FDA Drug Repurposing Uncovers Modulators of Dopamine D2 Receptor Localization via Disruption of the NCS‑1 Interaction

Dopamine D2 receptor (D2R) regulates key aspects of motor control, cognition, and reward. Its function depends not only on ligand binding and signaling efficacy but also on the dynamic control of receptor localization at the cell surface. Neuronal calcium sensor 1 (NCS-1) interacts with D2R in a Ca2+-dependent manner. Using in vitro and cellular assays, we found that NCS-1 promotes D2R trafficking to the plasma membrane through active exocytosis while preserving canonical receptor pharmacology. A screen of FDA-approved drugs identified protein–protein interaction (PPI) modulators targeting the NCS-1/D2R interface. Azilsartan medoxomil, atorvastatin, and vilazodone disrupt this interaction, reducing D2R surface expression.
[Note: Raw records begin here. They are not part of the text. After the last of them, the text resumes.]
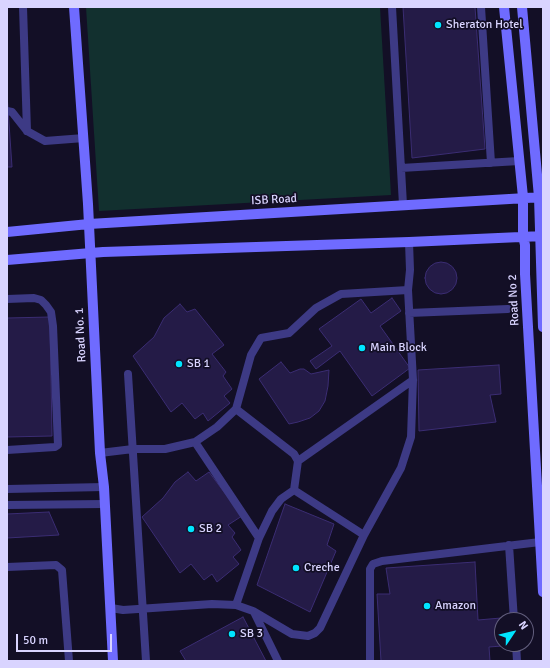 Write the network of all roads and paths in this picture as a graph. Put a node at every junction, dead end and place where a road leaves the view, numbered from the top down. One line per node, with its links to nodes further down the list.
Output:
1 (23, 7): 8 (lane)
2 (74, 7): 9 (street, Road No. 1)
3 (392, 7): 12 (lane)
4 (481, 7): 11 (lane)
5 (504, 7): 10 (street, Road No 2)
6 (522, 7): 14 (street)
7 (7, 111): 8 (lane)
8 (27, 131): 9 (lane)
9 (84, 138): 16 (street, Road No. 1)
10 (519, 161): 11 (lane); 13 (street, Road No 2)
11 (491, 163): 12 (lane)
12 (401, 168): 15 (lane)
13 (523, 197): 14 (street, ISB Road); 15 (street, ISB Road); 18 (street, Road No 2)
14 (541, 197): 19 (street)
15 (403, 205): 16 (street, ISB Road)
16 (89, 224): 17 (street, ISB Road); 21 (street, Road No. 1)
17 (7, 232)
18 (523, 236): 19 (street); 20 (street); 43 (street, Road No 2)
19 (541, 236): 27 (street)
20 (409, 242): 21 (street); 23 (lane)
21 (90, 253): 22 (street); 34 (street, Road No. 1)
22 (7, 260)
23 (408, 290): 26 (lane); 30 (lane)
24 (7, 299): 33 (lane)
25 (508, 309): 26 (lane)
26 (409, 313): 29 (lane)
27 (543, 327)
28 (128, 374): 32 (lane)
29 (413, 380): 35 (lane); 41 (lane)
30 (236, 409): 31 (lane); 35 (lane)
31 (195, 442): 32 (lane); 42 (lane)
32 (133, 449): 34 (lane); 49 (lane)
33 (7, 450)
34 (100, 453): 36 (street, Road No. 1)
35 (298, 461): 38 (lane)
36 (104, 487): 37 (lane); 39 (street, Road No. 1)
37 (7, 489)
38 (294, 490): 41 (lane); 42 (lane)
39 (104, 504): 40 (lane); 48 (street, Road No. 1)
40 (7, 505)
41 (364, 535): 50 (lane)
42 (259, 538): 47 (lane)
43 (540, 542): 44 (lane); 46 (street, Road No 2)
44 (509, 545): 51 (lane); 56 (lane)
45 (7, 566): 52 (lane)
46 (543, 592)
47 (236, 605): 49 (lane); 50 (lane)
48 (111, 608): 49 (lane); 53 (street, Road No. 1)
49 (142, 609): 54 (lane)
50 (253, 611): 55 (lane)
51 (513, 612)
52 (69, 661)
53 (113, 661)
54 (146, 661)
55 (278, 661)
56 (370, 661) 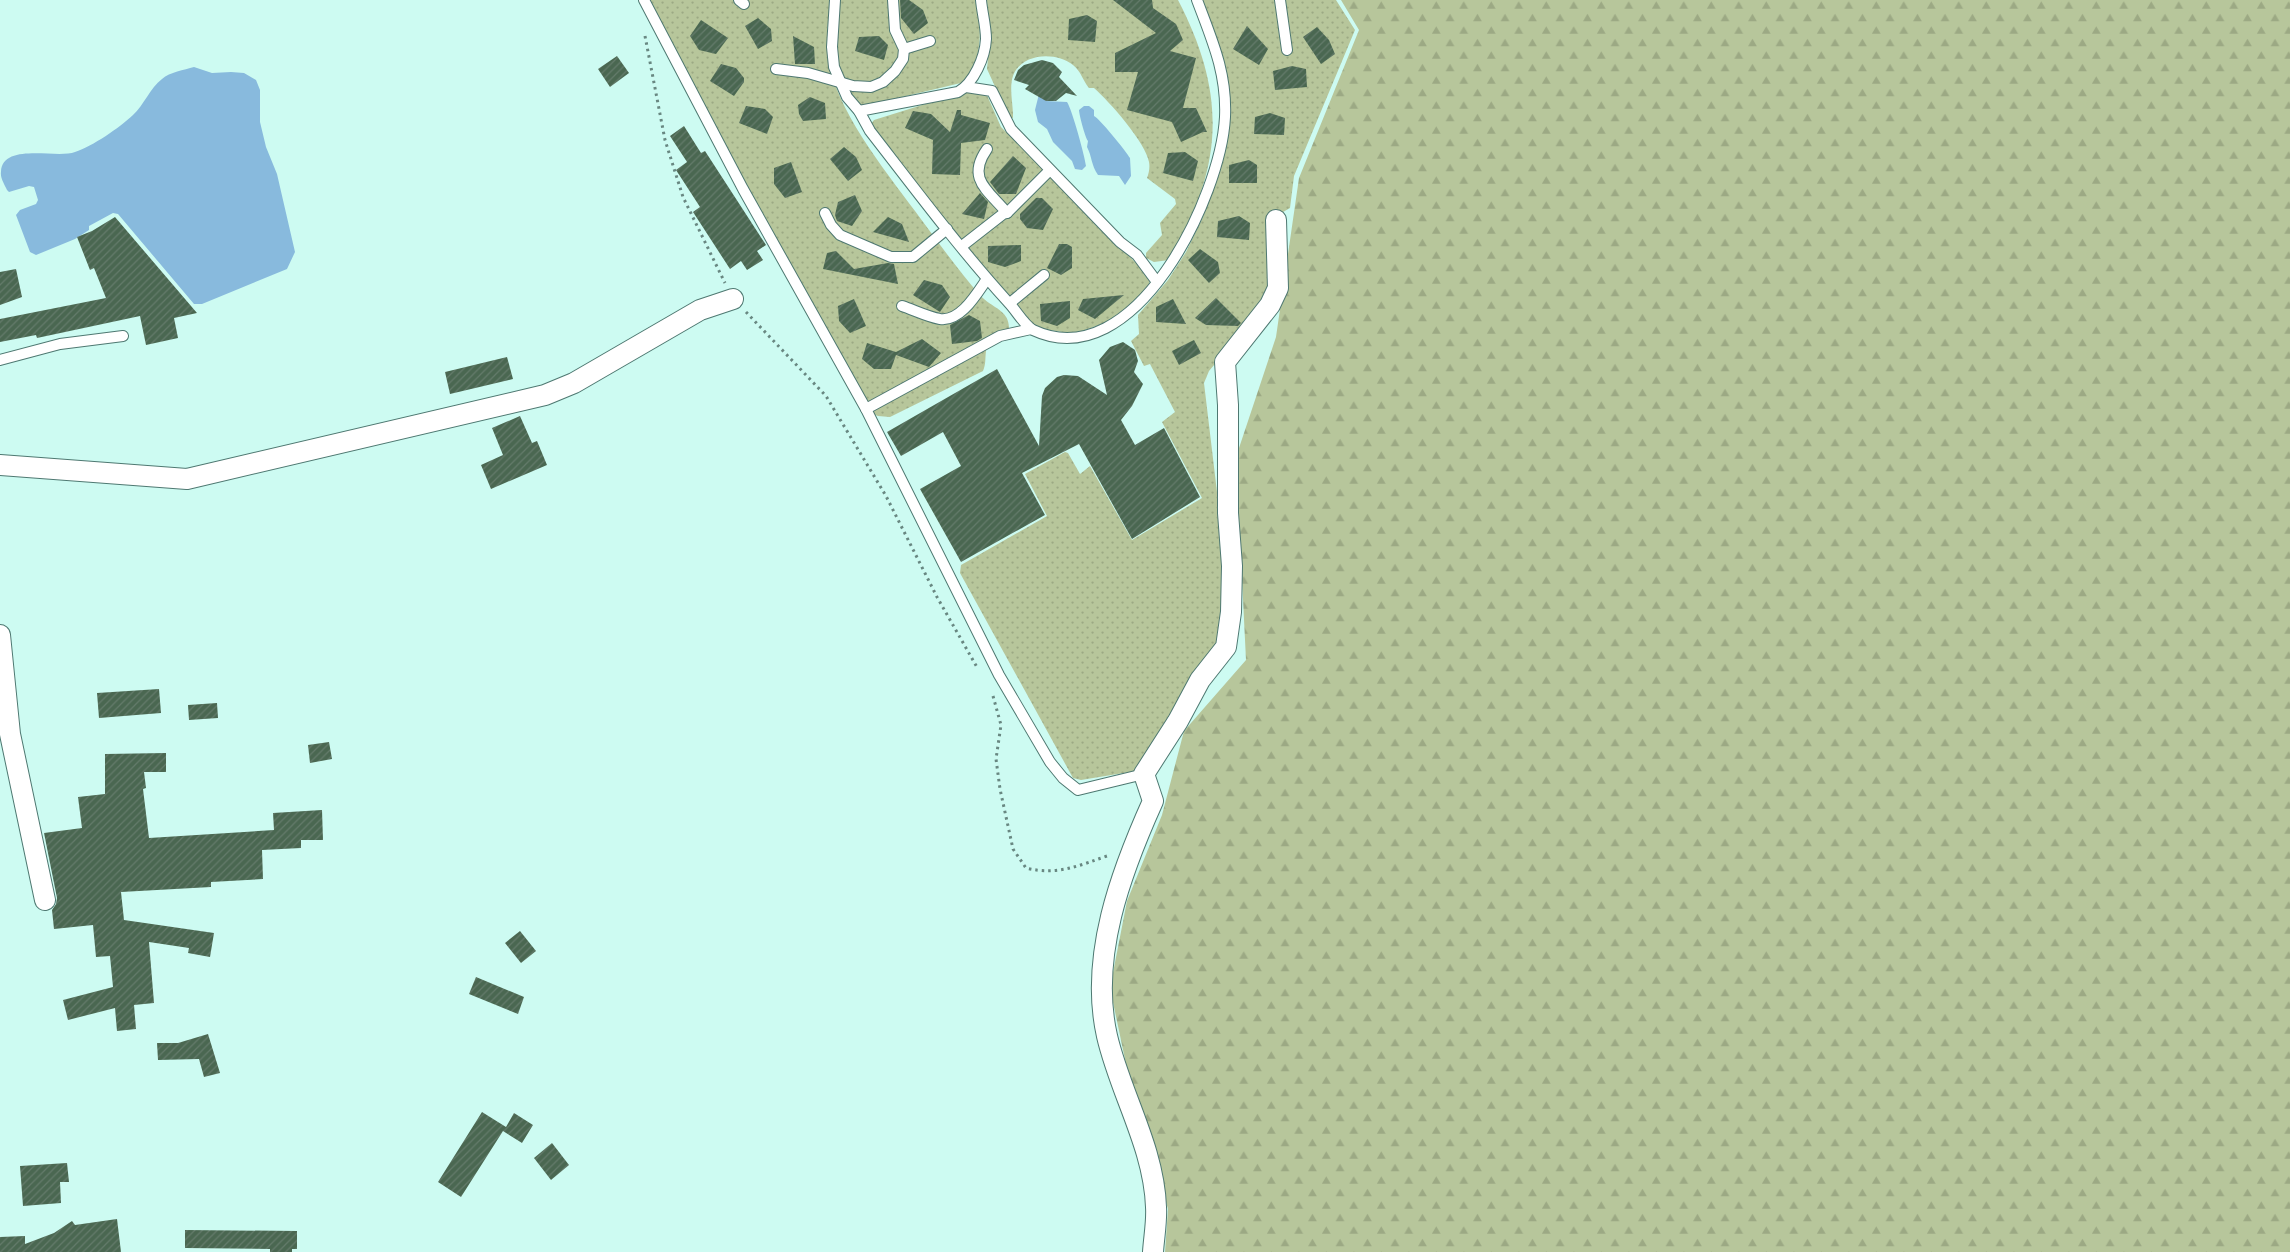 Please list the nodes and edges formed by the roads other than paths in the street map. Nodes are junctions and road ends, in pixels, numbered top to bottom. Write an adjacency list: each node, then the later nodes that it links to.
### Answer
1 (644, 0): 30 (lane)
2 (835, 0): 11 (lane)
3 (892, 0): 8 (lane)
4 (981, 0): 12 (lane)
5 (1197, 0): 23 (lane)
6 (1280, 0): 9 (lane)
7 (930, 41): 8 (lane)
8 (904, 49): 11 (lane)
9 (1287, 50)
10 (776, 69): 11 (lane)
11 (840, 84): 13 (lane)
12 (966, 87): 13 (lane); 23 (lane)
13 (859, 111): 19 (lane)
14 (987, 149): 17 (lane)
15 (1049, 172): 17 (lane)
16 (825, 213): 19 (lane)
17 (1007, 213): 20 (lane)
18 (1276, 220): 33 (street)
19 (947, 229): 20 (lane)
20 (962, 246): 22 (lane)
21 (1044, 275): 25 (lane)
22 (986, 279): 25 (lane); 26 (lane)
23 (1158, 282): 27 (lane)
24 (733, 298): 31 (street)
25 (1010, 303): 27 (lane)
26 (902, 306)
27 (1031, 329): 30 (lane)
28 (123, 336): 29 (lane)
29 (0, 360)
30 (866, 409): 33 (lane)
31 (0, 465)
32 (0, 635): 34 (street)
33 (1144, 774): 35 (street)
34 (45, 900)
35 (1153, 1252) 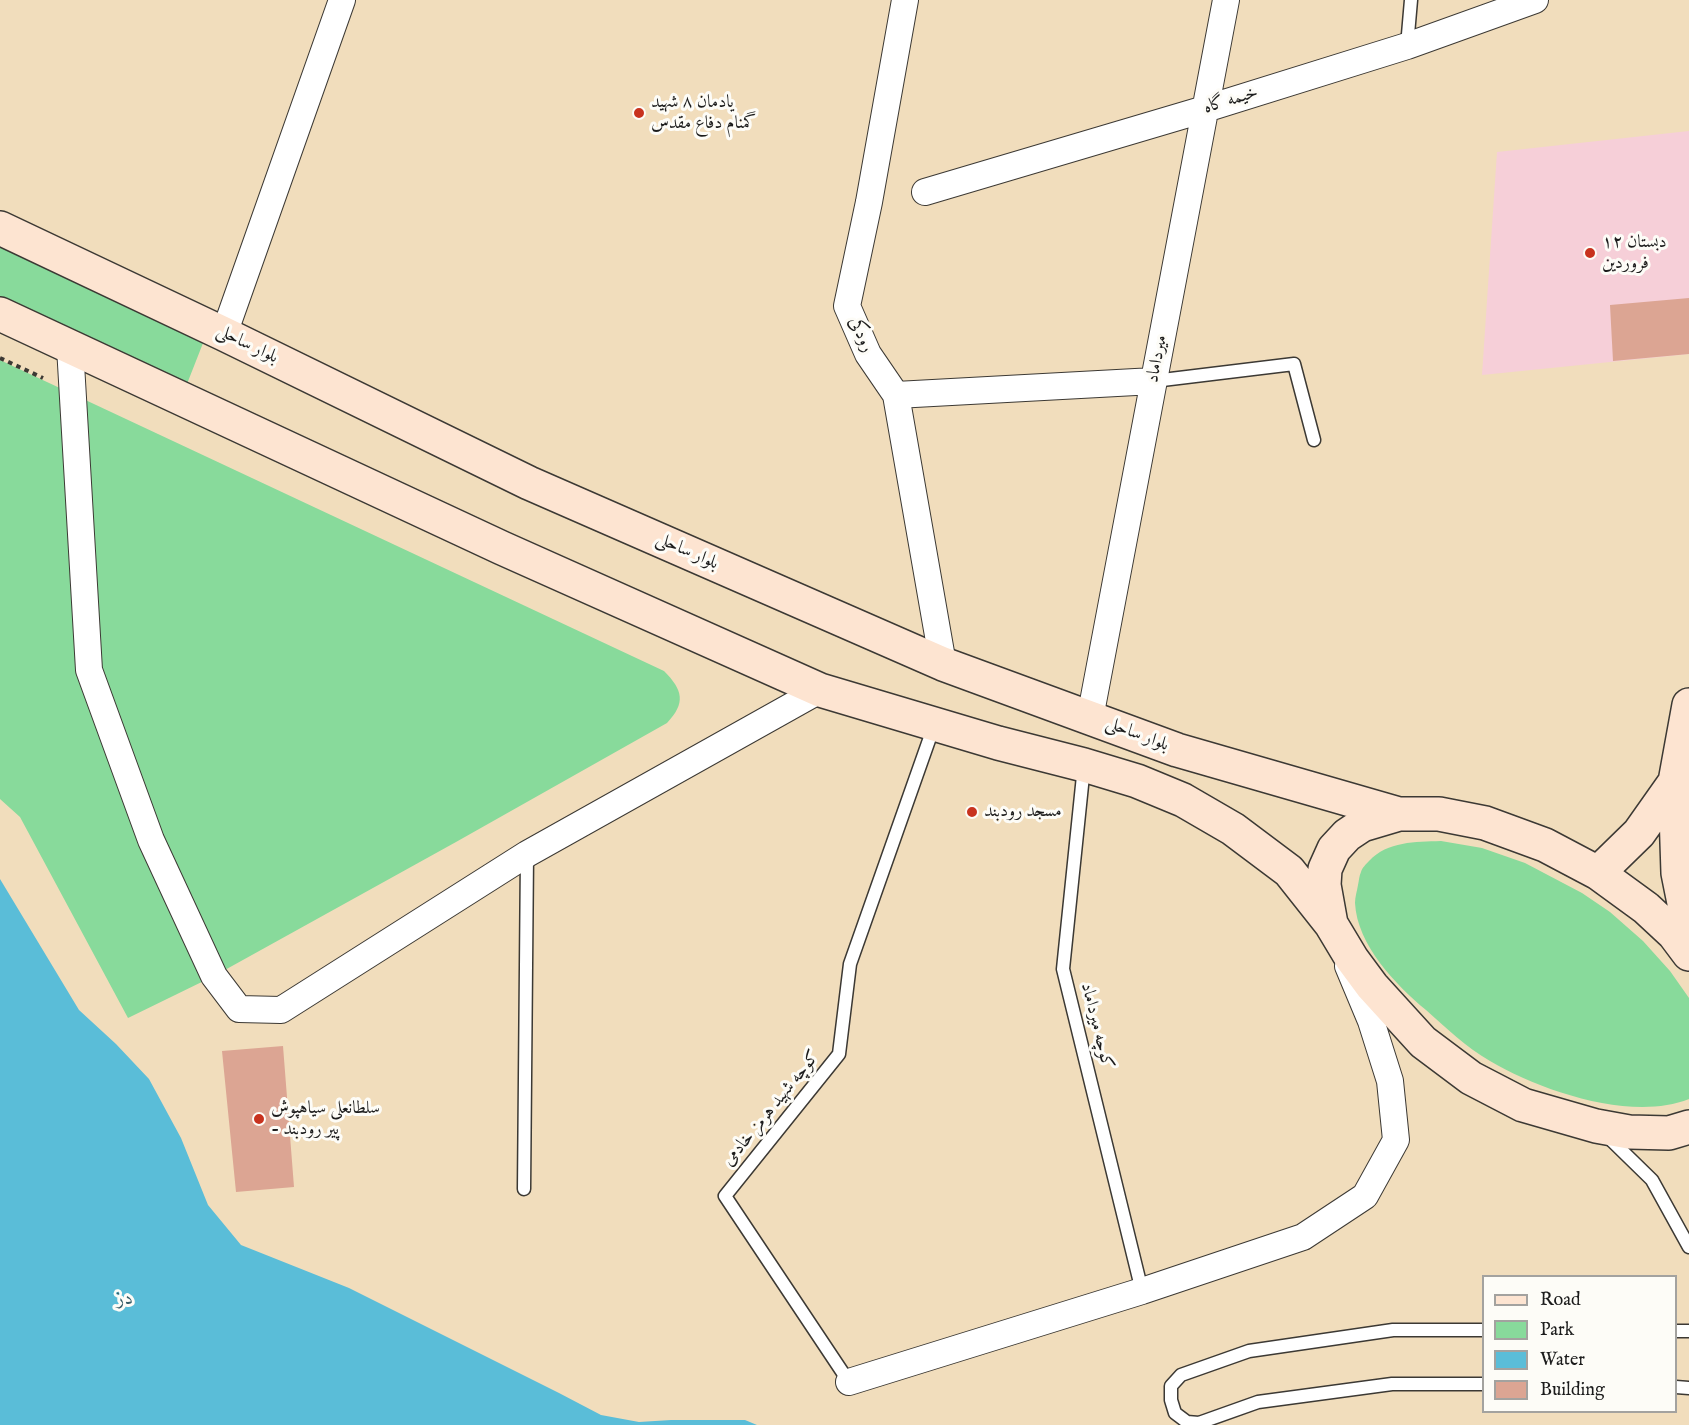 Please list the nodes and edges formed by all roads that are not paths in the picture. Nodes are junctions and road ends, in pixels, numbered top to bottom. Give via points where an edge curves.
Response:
1 (342, 0) edge
2 (904, 0) edge
3 (1226, 0) edge
4 (1411, 0) edge
5 (1535, 0) edge
6 (1407, 46) junction
7 (1205, 110) junction
8 (925, 192) dead end
9 (0, 228) edge
10 (0, 314) edge
11 (224, 334) junction
12 (70, 347) junction
13 (1154, 381) junction
14 (896, 395) junction
15 (1314, 440) dead end
16 (943, 664) junction
17 (820, 690) junction
18 (1689, 705) edge
19 (1090, 718) junction
20 (934, 725) junction
21 (1084, 765) junction
22 (1676, 782) junction
23 (1399, 814) junction
24 (527, 854) junction
25 (1598, 873) junction
26 (1331, 924) junction
27 (1689, 928) edge
28 (1689, 954) edge
29 (1596, 1126) junction
30 (1682, 1132) edge
31 (524, 1189) dead end
32 (1689, 1247) edge
33 (1142, 1291) junction
34 (1482, 1330) edge
35 (849, 1382) joint
36 (1482, 1384) edge

1 - 11 street
2 - 14 street, رودکی via 847,306 868,354
3 - 7 street, میرداماد
4 - 6 lane
5 - 6 street, خیمه گاه
6 - 7 street, خیمه گاه
7 - 8 street, خیمه گاه
7 - 13 street, میرداماد
9 - 11 main road, بلوار ساحلی
10 - 12 main road
11 - 16 main road, بلوار ساحلی via 530,483
12 - 17 main road via 502,548
12 - 24 street via 89,670 151,840 214,976 238,1009 280,1010
13 - 14 street
13 - 15 lane via 1294,364
13 - 19 street, میرداماد
14 - 16 street, رودکی
16 - 19 main road, بلوار ساحلی
17 - 20 main road
17 - 24 street
18 - 22 main road
19 - 23 main road, بلوار ساحلی via 1177,750
20 - 21 main road
20 - 35 lane, کوچه شهید هرمز خادمی via 850,964 839,1054 725,1196
21 - 26 main road via 1183,800 1233,829 1289,871
21 - 33 lane, کوچه میرداماد via 1063,969
22 - 25 main road via 1639,833
22 - 27 main road via 1678,873
23 - 25 main road via 1439,814 1485,823 1545,845
23 - 26 main road via 1362,825 1334,849 1325,869 1324,885
24 - 31 lane
25 - 28 main road via 1646,908
26 - 29 main road via 1372,986 1423,1042 1471,1078 1523,1105
26 - 33 street via 1371,1021 1390,1082 1396,1140 1365,1196 1304,1237
29 - 30 main road via 1629,1132
29 - 32 lane via 1652,1180
33 - 35 street
34 - 36 lane via 1393,1330 1249,1351 1181,1375 1171,1386 1171,1400 1175,1413 1187,1422 1199,1423 1258,1402 1392,1384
Structural studies revealed that these compounds target NCS-1, overlap the D2R binding site, and perturb the dynamics of the regulatory helix H10. These findings reveal an unexploited intracellular mechanism to modulate D2R function via PPI modulation, offering a novel strategy to fine-tune dopaminergic tone beyond receptor blockade or direct agonism.